Figure 4: The diagnostic value of lung ultrasound (LUS) and score for neonatal acute physiology perinatal extension II (SNAPPE-II) scores in the prognosis of neonatal respiratory distress syndrome.

Discussion

NRDS is a prevalent and severe condition in neonates, characterized by severe respiratory distress and hypoxemia14. Studies indicate that NRDS infants have elevated extravascular lung water and impaired gas exchange, contributing to lung consolidation15,16. Ferdian et al17 reported that RDS incidence inversely correlates with gestational age, with younger infants at higher risk due to low birth weight and underdeveloped lungs. This vulnerability results in higher infant mortality and increased risk of complications, including bronchopulmonary dysplasia. Recent studies highlight the critical role of early interventions, such as surfactant therapy, in enhancing survival and reducing NRDS-related morbidity18,19.

Recent technological advancements have facilitated the evaluation of neonatal lung diseases. LUS and SNAPPE-II scores are widely employed worldwide for quantitative diagnosis in infants. Previous studies have shown that both LUS and SNAPPE-II scores possess high sensitivity and specificity in diagnosing NRDS20. Jiang et al21 reported that using the LUS score to predict NRDS severity yielded good results. Insufficient alveolar surfactant in infants with NRDS leads to alveolar collapse and lung consolidation, manifesting as varying numbers of B-lines on LUS. As the disease progresses, the number and extent of B-lines increase, A-lines disappear, and pleural lines become blurred, resulting in the characteristic “white lung” appearance9,22. These findings underscore the diagnostic advantages of LUS in early detection of NRDS. In our study, the LUS scores of deceased infants were significantly higher than those of the surviving infants. Further analysis of these findings revealed higher levels of pulmonary fluid in the deceased group, absence of A-lines, presence of pronounced B-lines in some cases, and slight pleural effusion in certain infants. These observations are consistent with pulmonary ultrasound findings in severe NRDS patients reported in previous studies.
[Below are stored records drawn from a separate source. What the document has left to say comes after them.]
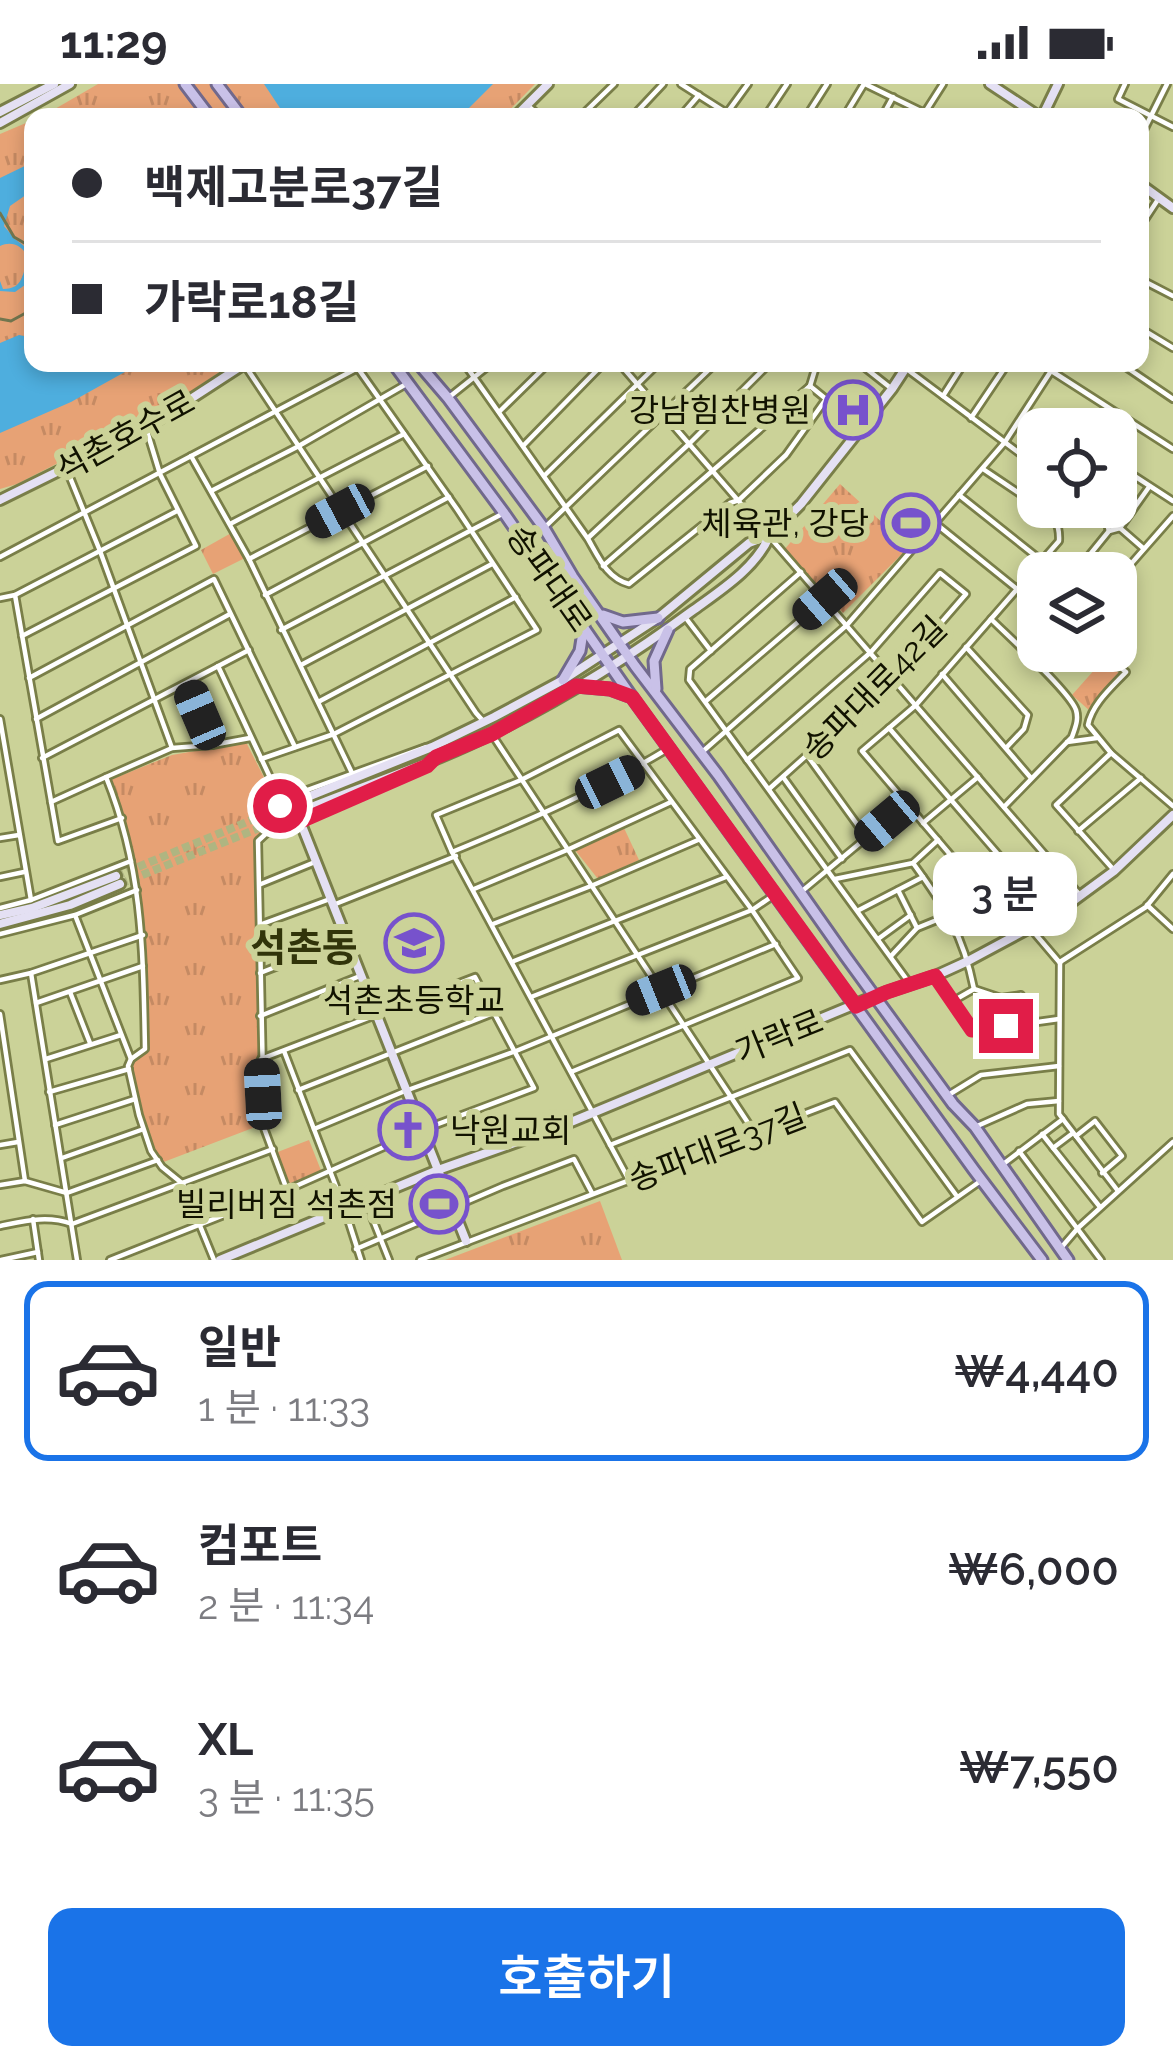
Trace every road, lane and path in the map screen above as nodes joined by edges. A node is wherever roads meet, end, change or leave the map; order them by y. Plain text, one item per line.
1 (54, 84) edge
2 (70, 84) edge
3 (185, 84) edge
4 (548, 84) edge
5 (614, 84) edge
6 (663, 84) edge
7 (681, 84) edge
8 (865, 84) edge
9 (990, 84) edge
10 (1125, 84) edge
11 (1167, 84) edge
12 (699, 95) junction
13 (893, 97) junction
14 (527, 105) junction
15 (27, 108) edge
16 (203, 108) edge
17 (524, 108) edge
18 (531, 108) edge
19 (589, 108) edge
20 (640, 108) edge
21 (688, 108) edge
22 (717, 108) edge
23 (887, 108) edge
24 (912, 108) edge
25 (1027, 108) edge
26 (1134, 108) edge
27 (0, 112) edge
28 (1151, 117) junction
29 (1149, 121) edge
30 (1173, 127) edge
31 (1149, 190) edge
32 (1159, 197) junction
33 (1173, 208) edge
34 (1149, 213) edge
35 (233, 372) edge
36 (250, 372) edge
37 (348, 372) edge
38 (361, 372) edge
39 (400, 372) edge
40 (426, 372) edge
41 (470, 372) edge
42 (482, 372) edge
43 (540, 372) edge
44 (595, 372) edge
45 (627, 372) edge
46 (650, 372) edge
47 (707, 372) edge
48 (761, 372) edge
49 (814, 372) edge
50 (871, 372) edge
51 (903, 372) edge
52 (915, 372) edge
53 (958, 372) edge
54 (1002, 372) edge
55 (1050, 372) edge
56 (1053, 372) edge
57 (1133, 372) edge
58 (475, 379) junction
59 (408, 383) junction
60 (637, 384) junction
61 (810, 386) junction
62 (892, 389) junction
63 (943, 396) junction
64 (448, 398) junction
65 (1173, 399) edge
66 (382, 400) junction
67 (274, 412) junction
68 (499, 412) junction
69 (664, 413) junction
70 (971, 418) junction
71 (146, 428) junction
72 (404, 434) junction
73 (1004, 442) junction
74 (688, 444) junction
75 (523, 446) junction
76 (297, 447) junction
77 (1173, 449) edge
78 (1017, 451) edge
79 (191, 456) junction
80 (428, 466) junction
81 (982, 469) junction
82 (67, 470) junction
83 (714, 471) junction
84 (160, 474) junction
85 (544, 476) junction
86 (317, 478) junction
87 (1137, 479) edge
88 (1149, 487) junction
89 (212, 491) junction
90 (1017, 492) edge
91 (959, 495) junction
92 (449, 497) junction
93 (0, 500) edge
94 (739, 500) junction
95 (1173, 501) edge
96 (1137, 504) edge
97 (567, 508) junction
98 (179, 510) junction
99 (340, 511) junction
100 (84, 513) junction
101 (504, 513) junction
102 (1173, 516) edge
103 (935, 523) junction
104 (230, 524) junction
105 (544, 528) junction
106 (1108, 528) edge
107 (1120, 528) joint
108 (472, 531) junction
109 (1109, 531) junction
110 (770, 535) junction
111 (588, 538) junction
112 (362, 543) junction
113 (1144, 549) junction
114 (100, 550) junction
115 (1030, 552) edge
116 (1092, 552) edge
117 (0, 557) edge
118 (1137, 557) edge
119 (249, 560) junction
120 (492, 563) junction
121 (603, 566) junction
122 (801, 572) junction
123 (385, 576) junction
124 (113, 589) junction
125 (1017, 590) joint
126 (15, 595) junction
127 (266, 595) junction
128 (516, 597) junction
129 (0, 598) edge
130 (825, 599) junction
131 (406, 610) junction
132 (598, 612) junction
133 (230, 614) junction
134 (684, 616) junction
135 (658, 618) junction
136 (991, 619) junction
137 (126, 624) junction
138 (847, 625) junction
139 (584, 626) junction
140 (281, 630) junction
141 (668, 630) junction
142 (22, 636) junction
143 (619, 642) junction
144 (430, 644) junction
145 (967, 647) junction
146 (249, 650) junction
147 (711, 651) junction
148 (871, 652) junction
149 (603, 653) junction
150 (628, 655) junction
151 (140, 661) junction
152 (301, 665) junction
153 (218, 666) junction
154 (611, 666) junction
155 (1126, 672) edge
156 (942, 674) junction
157 (451, 675) junction
158 (28, 678) junction
159 (893, 679) junction
160 (563, 680) junction
161 (187, 684) junction
162 (576, 686) junction
163 (657, 694) junction
164 (632, 697) junction
165 (154, 701) junction
166 (319, 701) junction
167 (706, 701) junction
168 (916, 704) junction
169 (0, 719) edge
170 (36, 719) junction
171 (484, 722) junction
172 (889, 728) junction
173 (728, 732) junction
174 (334, 734) junction
175 (492, 734) junction
176 (250, 738) junction
177 (1097, 738) junction
178 (1066, 742) junction
179 (212, 745) junction
180 (296, 747) junction
181 (172, 748) junction
182 (669, 748) junction
183 (1006, 748) junction
184 (434, 752) junction
185 (701, 753) junction
186 (1111, 753) junction
187 (807, 755) junction
188 (42, 758) junction
189 (261, 759) junction
190 (747, 760) junction
191 (3, 761) edge
192 (644, 765) junction
193 (352, 773) junction
194 (106, 776) junction
195 (783, 777) junction
196 (978, 777) junction
197 (1031, 778) junction
198 (1141, 778) junction
199 (521, 780) junction
200 (769, 789) junction
201 (12, 796) junction
202 (0, 798) edge
203 (950, 800) junction
204 (292, 801) junction
205 (51, 802) junction
206 (671, 802) junction
207 (282, 803) junction
208 (307, 803) tunnel mouth
209 (907, 804) junction
210 (1004, 807) junction
211 (1173, 811) edge
212 (543, 815) junction
213 (122, 818) junction
214 (282, 819) junction
215 (299, 819) junction
216 (923, 823) junction
217 (1078, 831) junction
218 (19, 835) junction
219 (0, 838) edge
220 (867, 838) junction
221 (698, 840) junction
222 (938, 841) junction
223 (567, 850) junction
224 (454, 854) junction
225 (842, 859) junction
226 (131, 861) junction
227 (315, 862) junction
228 (913, 862) junction
229 (828, 871) junction
230 (1114, 871) junction
231 (25, 872) junction
232 (1173, 874) edge
233 (0, 877) edge
234 (726, 877) junction
235 (923, 877) junction
236 (835, 879) junction
237 (118, 880) tunnel mouth
238 (261, 884) junction
239 (591, 886) junction
240 (474, 889) junction
241 (137, 890) junction
242 (898, 890) junction
243 (801, 892) junction
244 (776, 893) junction
245 (1080, 895) junction
246 (988, 899) junction
247 (31, 900) junction
248 (331, 902) junction
249 (1148, 905) junction
250 (752, 910) junction
251 (858, 910) junction
252 (950, 914) junction
253 (75, 915) junction
254 (910, 915) junction
255 (0, 916) edge
256 (615, 921) junction
257 (493, 923) junction
258 (260, 926) junction
259 (917, 928) junction
260 (1031, 928) junction
261 (1173, 929) edge
262 (0, 934) edge
263 (143, 935) junction
264 (1019, 935) junction
265 (878, 938) junction
266 (345, 939) junction
267 (776, 944) junction
268 (89, 952) junction
269 (637, 956) junction
270 (891, 956) junction
271 (513, 961) junction
272 (968, 962) junction
273 (1060, 963) junction
274 (143, 966) junction
275 (31, 973) junction
276 (260, 973) junction
277 (360, 976) junction
278 (935, 976) junction
279 (0, 980) edge
280 (99, 983) junction
281 (910, 985) junction
282 (974, 989) junction
283 (661, 990) junction
284 (70, 992) junction
285 (1021, 995) dead end
286 (875, 996) junction
287 (531, 997) junction
288 (952, 1001) junction
289 (36, 1003) junction
290 (856, 1006) junction
291 (493, 1013) junction
292 (376, 1015) junction
293 (260, 1016) junction
294 (0, 1018) edge
295 (1059, 1019) junction
296 (686, 1025) junction
297 (121, 1035) junction
298 (552, 1035) junction
299 (90, 1045) junction
300 (284, 1052) junction
301 (515, 1052) junction
302 (391, 1053) junction
303 (131, 1059) junction
304 (45, 1060) junction
305 (261, 1060) junction
306 (3, 1061) edge
307 (711, 1064) junction
308 (1059, 1066) junction
309 (129, 1070) junction
310 (571, 1072) junction
311 (298, 1090) junction
312 (405, 1091) junction
313 (49, 1092) junction
314 (732, 1096) junction
315 (947, 1096) junction
316 (11, 1098) junction
317 (0, 1100) edge
318 (135, 1100) junction
319 (1059, 1101) junction
320 (592, 1113) junction
321 (1063, 1119) junction
322 (56, 1125) junction
323 (975, 1127) junction
324 (144, 1129) junction
325 (314, 1129) junction
326 (422, 1130) junction
327 (754, 1132) junction
328 (1042, 1134) junction
329 (1075, 1134) junction
330 (19, 1142) junction
331 (1173, 1142) edge
332 (0, 1145) edge
333 (610, 1145) junction
334 (1053, 1148) junction
335 (273, 1149) junction
336 (1019, 1151) junction
337 (62, 1158) junction
338 (158, 1160) junction
339 (1002, 1166) junction
340 (329, 1170) junction
341 (438, 1170) junction
342 (1102, 1173) junction
343 (629, 1180) junction
344 (982, 1180) junction
345 (25, 1181) junction
346 (183, 1184) junction
347 (0, 1185) edge
348 (287, 1190) junction
349 (1118, 1191) junction
350 (67, 1193) junction
351 (592, 1193) junction
352 (958, 1196) junction
353 (367, 1202) junction
354 (453, 1207) junction
355 (1100, 1207) junction
356 (346, 1210) junction
357 (33, 1219) junction
358 (72, 1224) junction
359 (200, 1224) junction
360 (0, 1226) edge
361 (1078, 1228) junction
362 (381, 1239) junction
363 (466, 1241) junction
364 (356, 1249) junction
365 (39, 1256) edge
366 (1065, 1256) edge
367 (1, 1260) edge
368 (77, 1260) edge
369 (110, 1260) edge
370 (217, 1260) edge
371 (361, 1260) edge
372 (389, 1260) edge
373 (420, 1260) edge
374 (1042, 1260) edge
375 (1101, 1260) edge

1 - 27 street
2 - 15 street
3 - 16 main road
4 - 14 street
5 - 19 street
6 - 20 street
7 - 12 street
8 - 13 street
9 - 25 street
10 - 26 street
11 - 28 street
12 - 21 street
12 - 22 street
13 - 23 street
13 - 24 street
14 - 17 street
14 - 18 street
28 - 29 street
28 - 30 street
31 - 32 street
32 - 33 street
32 - 34 street
35 - 71 street, 석촌호수로
36 - 67 street
37 - 67 street
38 - 66 street
39 - 59 main road, 송파대로
40 - 64 main road, 송파대로
41 - 58 street
42 - 58 street
43 - 68 street
44 - 75 street
45 - 60 street
46 - 60 street
47 - 69 street
48 - 74 street
49 - 61 street
50 - 62 street
51 - 62 street
52 - 63 street
53 - 63 street
54 - 70 street
55 - 73 street, 송파대로42길
56 - 77 street
57 - 65 street
58 - 64 street
58 - 68 street
59 - 66 street
59 - 101 main road, 송파대로
60 - 69 street
60 - 85 street
61 - 83 street
61 - 94 street
62 - 110 street
63 - 70 street
64 - 105 main road, 송파대로
66 - 72 street
66 - 76 street
67 - 76 street
67 - 79 street
68 - 75 street
69 - 74 street
69 - 97 street
70 - 73 street
71 - 82 street, 석촌호수로
71 - 84 street
72 - 80 street
72 - 86 street
73 - 78 street
73 - 81 street, 송파대로42길
74 - 83 street
74 - 111 street
75 - 85 street
76 - 86 street
76 - 89 street
79 - 84 street
79 - 89 street
80 - 92 street
80 - 99 street
81 - 90 street
81 - 91 street, 송파대로42길
82 - 93 street, 석촌호수로
82 - 100 street
83 - 94 street
83 - 121 street
84 - 98 street
84 - 100 street
85 - 97 street
86 - 99 street
86 - 104 street
87 - 88 street
88 - 95 street
88 - 96 street
89 - 104 street
91 - 103 street, 송파대로42길
91 - 115 street
92 - 108 street
92 - 112 street
94 - 110 street
94 - 121 street
97 - 105 street
97 - 111 street
98 - 114 street
98 - 124 street
99 - 112 street
99 - 119 street
100 - 114 street
100 - 117 street
101 - 108 street
101 - 139 main road, 송파대로
102 - 113 street
103 - 125 street
103 - 138 street, 송파대로42길
104 - 119 street
105 - 132 main road, 송파대로
106 - 109 street
107 - 109 street
107 - 113 street
108 - 120 street
108 - 123 street
109 - 116 street
110 - 122 street
110 - 134 street
110 - 135 street
111 - 121 street
112 - 123 street
112 - 127 street
113 - 118 street
114 - 124 street
114 - 126 street
119 - 127 street
120 - 128 street
120 - 131 street
122 - 130 street
122 - 147 street
123 - 131 street
123 - 140 street
124 - 137 street
124 - 142 street
125 - 136 street
126 - 129 street
126 - 142 street
127 - 140 street
128 - 144 street
128 - 157 street
130 - 138 street
130 - 167 street
131 - 144 street
131 - 152 street
132 - 135 main road
132 - 143 main road, 송파대로
133 - 137 street
133 - 146 street
133 - 151 street
134 - 141 street
134 - 147 street
135 - 143 street
136 - 145 street
136 - 178 street
137 - 151 street
137 - 158 street
138 - 148 street
138 - 173 street, 송파대로42길
139 - 149 main road, 송파대로
139 - 160 main road
140 - 152 street
141 - 150 street
141 - 163 main road
142 - 158 street
143 - 149 street
143 - 150 main road, 송파대로
144 - 157 street
144 - 166 street
145 - 156 street
145 - 183 street
146 - 153 street
146 - 180 street
147 - 167 street
148 - 159 street
148 - 159 street, 송파대로42길
148 - 190 street, 송파대로42길
149 - 154 main road, 송파대로
149 - 160 street
150 - 154 street
150 - 163 main road, 송파대로
151 - 165 street
151 - 170 street
152 - 166 street
153 - 161 street
153 - 176 street
154 - 162 street
154 - 164 main road, 송파대로
155 - 177 street
156 - 168 street
156 - 183 street
157 - 171 street
157 - 174 street
158 - 170 street
159 - 168 street
159 - 187 street, 송파대로42길
160 - 171 street
161 - 165 street
161 - 179 street
162 - 164 main road
162 - 175 street
163 - 185 main road, 송파대로
164 - 182 main road, 송파대로
165 - 181 street
165 - 188 street
166 - 174 street
167 - 173 street
168 - 172 street
168 - 196 street
169 - 191 street
170 - 188 street
171 - 184 street
172 - 203 street
172 - 209 street
173 - 185 street, 송파대로42길
173 - 190 street
174 - 180 street
174 - 193 street
175 - 184 street
175 - 199 street
176 - 179 street
176 - 189 street
177 - 178 street
177 - 186 street
178 - 197 street
179 - 181 street
180 - 189 street
181 - 194 street
182 - 192 street
182 - 244 main road, 송파대로
183 - 197 street
184 - 193 street
184 - 208 street
184 - 215 street
185 - 243 main road, 송파대로
186 - 198 street
186 - 217 street
187 - 195 street, 송파대로42길
187 - 220 street
188 - 205 street
189 - 207 street
190 - 200 street
191 - 201 street
192 - 199 street
192 - 206 street
192 - 212 street
193 - 204 street
194 - 205 street
194 - 213 street
195 - 200 street, 송파대로42길
195 - 225 street
196 - 203 street
196 - 210 street
197 - 210 street
198 - 211 street
198 - 217 street
199 - 212 street
199 - 224 street
200 - 229 street
201 - 202 street
201 - 218 street
203 - 216 street
203 - 246 street
204 - 207 street
204 - 215 street
205 - 213 street
206 - 221 street
206 - 223 street
207 - 214 street
209 - 216 street
209 - 220 street
210 - 245 street
211 - 230 street, 가락로
212 - 223 street
212 - 224 street
213 - 226 street
214 - 215 street
214 - 238 street
215 - 227 street
216 - 222 street
217 - 230 street
218 - 219 street
218 - 231 street
220 - 225 street
221 - 234 street
221 - 239 street
222 - 228 street
222 - 246 street
223 - 239 street
223 - 240 street
224 - 240 street
224 - 248 street
225 - 229 street
226 - 241 street
226 - 247 street
227 - 238 street
227 - 248 street
228 - 235 street
228 - 236 street
229 - 236 street
229 - 243 street
230 - 245 street, 가락로
231 - 233 street
231 - 247 street
232 - 249 street
234 - 250 street
234 - 256 street
235 - 242 street
235 - 252 street
236 - 251 street
237 - 255 street
238 - 258 street
239 - 256 street
239 - 257 street
240 - 257 street
241 - 253 street
241 - 263 street
242 - 251 street
242 - 254 street
243 - 286 main road, 송파대로
244 - 250 street
244 - 290 main road, 송파대로
245 - 260 street, 가락로
246 - 264 street
247 - 255 street
248 - 258 street
248 - 266 street
249 - 261 street
249 - 273 street
250 - 267 street
250 - 269 street
251 - 265 street
252 - 259 street
252 - 272 street
253 - 262 street
253 - 268 street
254 - 259 street
254 - 265 street
256 - 269 street
256 - 271 street
257 - 271 street
258 - 276 street
259 - 270 street
260 - 264 street, 가락로
260 - 273 street
263 - 268 street
263 - 274 street
264 - 272 street, 가락로
265 - 270 street
266 - 276 street
266 - 277 street
267 - 283 street
267 - 296 street
268 - 275 street
268 - 280 street
269 - 283 street
269 - 287 street
270 - 281 street
271 - 287 street
272 - 278 street, 가락로
272 - 282 street
273 - 295 street
274 - 280 street
274 - 303 street
275 - 279 street
275 - 289 street
276 - 293 street
277 - 292 street
277 - 293 street
278 - 281 street, 가락로
278 - 288 street
280 - 284 street
280 - 297 street
281 - 286 street, 가락로
282 - 285 street
282 - 288 street
283 - 296 street
283 - 298 street
284 - 289 street
284 - 299 street
286 - 290 street, 가락로
286 - 315 main road, 송파대로
287 - 298 street
288 - 295 street
289 - 304 street
290 - 307 street, 가락로
290 - 344 main road, 송파대로
291 - 292 street
291 - 301 street
291 - 302 street
292 - 300 street
292 - 302 street
293 - 305 street
294 - 306 street
295 - 308 street
296 - 307 street
296 - 310 street
297 - 299 street
297 - 303 street
298 - 301 street
298 - 310 street
299 - 304 street
300 - 305 street
300 - 311 street
301 - 312 street
301 - 326 street
302 - 311 street
302 - 312 street
303 - 309 street
304 - 313 street
305 - 335 street
306 - 316 street
307 - 314 street
307 - 320 street, 가락로
308 - 315 street
308 - 319 street
309 - 313 street
309 - 318 street
310 - 320 street
311 - 325 street
312 - 325 street
312 - 326 street
313 - 322 street
314 - 327 street
314 - 333 street
314 - 352 street
315 - 323 main road, 송파대로
316 - 317 street
316 - 330 street
318 - 322 street
318 - 324 street
319 - 321 street
319 - 323 street
320 - 333 street
320 - 341 street, 가락로
321 - 328 street
321 - 329 street
322 - 337 street
323 - 339 main road, 송파대로
324 - 337 street
324 - 338 street
325 - 340 street
326 - 340 street
326 - 341 street
327 - 343 street, 송파대로37길
327 - 352 street, 송파대로37길
328 - 334 street
328 - 336 street
329 - 334 street
329 - 342 street
329 - 342 street
330 - 332 street
330 - 345 street
331 - 349 street
333 - 343 street
334 - 355 street
335 - 346 street
335 - 348 street
336 - 339 street
336 - 361 street
337 - 350 street
338 - 346 street
338 - 350 street
339 - 366 main road, 송파대로
340 - 348 street
340 - 356 street
341 - 353 street, 가락로
341 - 354 street
342 - 349 street
343 - 351 street, 송파대로37길
344 - 352 street, 송파대로37길
344 - 374 main road, 송파대로
345 - 347 street
345 - 350 street
346 - 358 street
346 - 359 street
348 - 359 street
349 - 355 street
350 - 358 street
351 - 354 street
351 - 363 street, 송파대로37길
353 - 356 street, 가락로
353 - 362 street
354 - 362 street
354 - 363 street
355 - 361 street
356 - 364 street
356 - 370 street, 가락로
357 - 358 street
357 - 360 street
357 - 365 street
358 - 368 street
359 - 369 street
359 - 370 street
361 - 366 street
361 - 375 street
362 - 364 street
362 - 372 street
363 - 373 street, 송파대로37길
364 - 371 street
365 - 367 street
Currently, neonates with NRDS typically require respiratory support to maintain alveolar expansion. The severity of the disease and its unfavorable prognosis are the primary factors contributing to neonatal mortality. Both LUS and SNAPPE-II scores are valid assessment methods used to evaluate the severity of NRDS. However, there is a lack of studies that combine these two methods to investigate NRDS. This study can fully verify and improve the application of LUS in NRDS, providing more effective support for treating and caring for NRDS patients. Correlation analysis showed that the LUS score increased with increasing SNAPPE-II score. Diagnostic value analysis showed that LUS and SNAPPE-II scores had high sensitivity and specificity in predicting the severity and prognosis of NRDS. The combined diagnosis of LUS and SNAPPE-II scores was significantly better than the separate tool, which can provide better guidance for NRDS patients and improve their survival probability.

However, our study has some limitations. This study did not evaluate the consistency of LUS and SNAPPE-II analysis performed by different operators during disease progression. No data are available for other neonatal outcomes relevant to NRDS (such as bronchopulmonary dysplasia, duration of mechanical ventilation, etc). The number of infant samples analyzed is relatively small, and the proportion of infants with gestational age <27 weeks and weight <1000 g is small, which may cause some bias in the research results. 

Conclusions

The higher the LUS and SNAPPE-II scores, the more severe the condition of the NDRS neonatal patient. It can be used as a reference to provide appropriate prolonged ventilation to reduce the risk of patient death. The combination of LUS and SNAP-II score in the diagnosis of NRDS shows excellent performance, which can provide better guidance for patients and improve their survival probability. 

Conflicts of interest

The authors declare no conflict of interest.